The new Putinism: orthodoxy, autocracy, nationality

     

In his first interview after recovering from a coma, Open Russia (OR) Coordinator Vladimir Kara-Murza told OR correspondent Roman Popkov that he is preparing for a long-term recovery but is not planning to roll back his political activity in the future. As for what caused his poisoning, Kara-Murza suggested to wait for the toxicology reports.

In Vladimir Putin’s Russia, you can now face harsher criminal penalties for questioning the existence of God or insulting someone’s religious beliefs than for wife beating, notes analyst Brian Whitmore:

But these measures aren’t just about domestic politics. They’re also an element in Russia’s foreign policy.

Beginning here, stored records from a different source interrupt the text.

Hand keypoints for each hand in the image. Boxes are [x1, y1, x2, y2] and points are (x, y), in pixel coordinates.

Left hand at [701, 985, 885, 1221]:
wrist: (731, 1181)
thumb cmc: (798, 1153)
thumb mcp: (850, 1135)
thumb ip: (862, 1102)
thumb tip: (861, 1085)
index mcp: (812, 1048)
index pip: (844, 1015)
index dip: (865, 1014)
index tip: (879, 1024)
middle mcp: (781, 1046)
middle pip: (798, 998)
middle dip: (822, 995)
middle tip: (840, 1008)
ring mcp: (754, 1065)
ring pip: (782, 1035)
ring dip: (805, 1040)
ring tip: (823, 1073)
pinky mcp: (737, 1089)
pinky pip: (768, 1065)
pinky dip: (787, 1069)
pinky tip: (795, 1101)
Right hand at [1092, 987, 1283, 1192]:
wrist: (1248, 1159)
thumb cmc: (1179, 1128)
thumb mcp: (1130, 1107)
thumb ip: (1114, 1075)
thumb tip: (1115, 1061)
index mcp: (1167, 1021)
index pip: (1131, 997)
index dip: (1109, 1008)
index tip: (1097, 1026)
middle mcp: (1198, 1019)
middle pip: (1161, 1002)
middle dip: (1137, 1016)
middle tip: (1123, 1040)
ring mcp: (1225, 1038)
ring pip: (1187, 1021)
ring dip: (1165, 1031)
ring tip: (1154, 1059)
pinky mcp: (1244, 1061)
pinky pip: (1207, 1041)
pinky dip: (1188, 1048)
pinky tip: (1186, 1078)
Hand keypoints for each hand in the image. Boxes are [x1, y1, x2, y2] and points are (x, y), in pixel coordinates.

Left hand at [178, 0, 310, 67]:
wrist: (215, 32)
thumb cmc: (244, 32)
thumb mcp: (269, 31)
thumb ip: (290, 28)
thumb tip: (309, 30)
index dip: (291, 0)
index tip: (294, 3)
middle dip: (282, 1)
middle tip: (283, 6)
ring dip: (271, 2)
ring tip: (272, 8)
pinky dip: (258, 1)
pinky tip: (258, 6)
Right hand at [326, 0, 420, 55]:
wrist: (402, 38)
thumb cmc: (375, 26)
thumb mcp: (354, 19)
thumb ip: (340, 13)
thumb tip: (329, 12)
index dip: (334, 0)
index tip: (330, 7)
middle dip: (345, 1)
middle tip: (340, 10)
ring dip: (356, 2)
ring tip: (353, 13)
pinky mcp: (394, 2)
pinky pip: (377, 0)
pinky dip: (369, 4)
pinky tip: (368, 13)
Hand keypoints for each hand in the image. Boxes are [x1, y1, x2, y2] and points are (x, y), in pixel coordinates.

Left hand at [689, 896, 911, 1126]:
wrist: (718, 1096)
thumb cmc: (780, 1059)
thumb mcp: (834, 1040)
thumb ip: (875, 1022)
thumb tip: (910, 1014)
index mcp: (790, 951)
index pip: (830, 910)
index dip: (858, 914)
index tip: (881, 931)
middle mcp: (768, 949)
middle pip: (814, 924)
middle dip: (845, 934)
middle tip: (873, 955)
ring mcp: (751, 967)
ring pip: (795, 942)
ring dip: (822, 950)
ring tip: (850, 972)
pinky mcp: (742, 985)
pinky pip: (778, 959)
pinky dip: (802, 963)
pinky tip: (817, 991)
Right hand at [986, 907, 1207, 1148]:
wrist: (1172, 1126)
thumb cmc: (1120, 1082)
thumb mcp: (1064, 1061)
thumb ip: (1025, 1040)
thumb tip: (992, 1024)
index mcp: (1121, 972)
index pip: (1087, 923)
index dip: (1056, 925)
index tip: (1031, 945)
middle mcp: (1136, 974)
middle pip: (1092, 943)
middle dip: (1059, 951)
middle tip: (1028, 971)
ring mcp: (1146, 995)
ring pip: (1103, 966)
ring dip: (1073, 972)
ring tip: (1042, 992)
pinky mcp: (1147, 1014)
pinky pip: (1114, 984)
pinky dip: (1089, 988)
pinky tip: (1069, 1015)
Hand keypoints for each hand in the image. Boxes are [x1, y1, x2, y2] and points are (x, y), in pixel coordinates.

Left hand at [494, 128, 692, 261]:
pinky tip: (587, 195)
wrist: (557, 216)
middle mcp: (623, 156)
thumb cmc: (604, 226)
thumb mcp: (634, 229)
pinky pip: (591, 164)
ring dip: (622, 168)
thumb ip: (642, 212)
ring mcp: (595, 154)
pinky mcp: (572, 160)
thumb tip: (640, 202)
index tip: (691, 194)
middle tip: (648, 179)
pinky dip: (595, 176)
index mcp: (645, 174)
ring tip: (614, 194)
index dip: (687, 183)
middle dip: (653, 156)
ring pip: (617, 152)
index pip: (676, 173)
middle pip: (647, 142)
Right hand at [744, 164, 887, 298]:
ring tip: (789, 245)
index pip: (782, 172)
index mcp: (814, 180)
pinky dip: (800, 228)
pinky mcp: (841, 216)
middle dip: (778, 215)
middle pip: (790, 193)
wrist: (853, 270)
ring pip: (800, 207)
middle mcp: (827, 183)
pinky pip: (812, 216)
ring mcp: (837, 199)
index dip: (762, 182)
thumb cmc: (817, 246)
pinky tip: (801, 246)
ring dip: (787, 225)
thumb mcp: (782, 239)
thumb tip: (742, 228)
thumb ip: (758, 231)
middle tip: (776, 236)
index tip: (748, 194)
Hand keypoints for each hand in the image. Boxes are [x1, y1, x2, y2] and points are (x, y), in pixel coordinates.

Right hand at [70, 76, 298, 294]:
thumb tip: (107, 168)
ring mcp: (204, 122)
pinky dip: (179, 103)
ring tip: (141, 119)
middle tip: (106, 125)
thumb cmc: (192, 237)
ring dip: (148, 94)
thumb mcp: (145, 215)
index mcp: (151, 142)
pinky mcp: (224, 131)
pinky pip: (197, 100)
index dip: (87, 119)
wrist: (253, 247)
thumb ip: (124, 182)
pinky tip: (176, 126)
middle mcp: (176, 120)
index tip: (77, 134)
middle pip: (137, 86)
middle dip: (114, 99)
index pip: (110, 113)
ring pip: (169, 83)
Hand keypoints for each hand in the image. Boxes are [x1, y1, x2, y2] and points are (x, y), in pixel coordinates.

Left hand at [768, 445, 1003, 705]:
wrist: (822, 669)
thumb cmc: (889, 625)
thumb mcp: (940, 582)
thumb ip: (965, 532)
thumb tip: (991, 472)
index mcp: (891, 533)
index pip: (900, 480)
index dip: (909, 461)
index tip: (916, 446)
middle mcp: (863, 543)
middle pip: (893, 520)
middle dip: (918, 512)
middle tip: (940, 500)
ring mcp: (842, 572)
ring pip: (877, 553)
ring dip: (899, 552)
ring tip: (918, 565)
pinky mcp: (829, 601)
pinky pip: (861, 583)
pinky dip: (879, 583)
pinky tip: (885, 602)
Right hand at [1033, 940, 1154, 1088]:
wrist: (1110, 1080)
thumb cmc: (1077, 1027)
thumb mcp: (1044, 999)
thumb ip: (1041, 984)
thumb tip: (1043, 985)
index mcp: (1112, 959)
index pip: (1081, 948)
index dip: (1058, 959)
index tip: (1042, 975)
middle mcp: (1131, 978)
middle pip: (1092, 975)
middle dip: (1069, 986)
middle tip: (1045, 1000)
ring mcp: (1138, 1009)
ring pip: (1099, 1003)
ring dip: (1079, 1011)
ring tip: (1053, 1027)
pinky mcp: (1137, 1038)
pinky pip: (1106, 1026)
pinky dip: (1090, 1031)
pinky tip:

The Putin regime’s embrace of what it calls traditional values at home, combined with its support of far right forces abroad, are components of an incipient ideology aimed at shoring up domestic support, undermining Western liberalism, and restoring Russia’s status as a great power.

Putin is under pressure to take a harder line against the US, says analyst Andrey Piontkovsky (left), from those in the Moscow elite he calls “the party of war” who are using the media to whip up anti-American sentiments and demand aggressive action (HT: Paul Goble).

Historians of late imperial and early Soviet Russia, worked at the epicentre of the ideological conflict between democratic capitalism and communism that raged in the cold war era, notes Dominic Lieven, a senior research fellow at Trinity College, Cambridge, and author of ‘Towards the Flame: Empire, War and the End of Tsarist Russia’ (Penguin).

In the Soviet Union, scholars had to adhere publicly to the view that communism and the Leninist regime were the inevitable and legitimate heirs to Russian history. Most western historians argued that, on the contrary, the foundations of civil society and democracy had been created in tsarist Russia and would have flourished had it not been for the reactionary stupidity of Nicholas II and the coming of the Great War, he writes for The Financial Times, in a review of ‘The Last of the Tsars: Nicholas II and the Russian Revolution’, by Robert Service, and ‘Russia in Revolution: An Empire in Crisis, 1890-1928’, by SA Smith.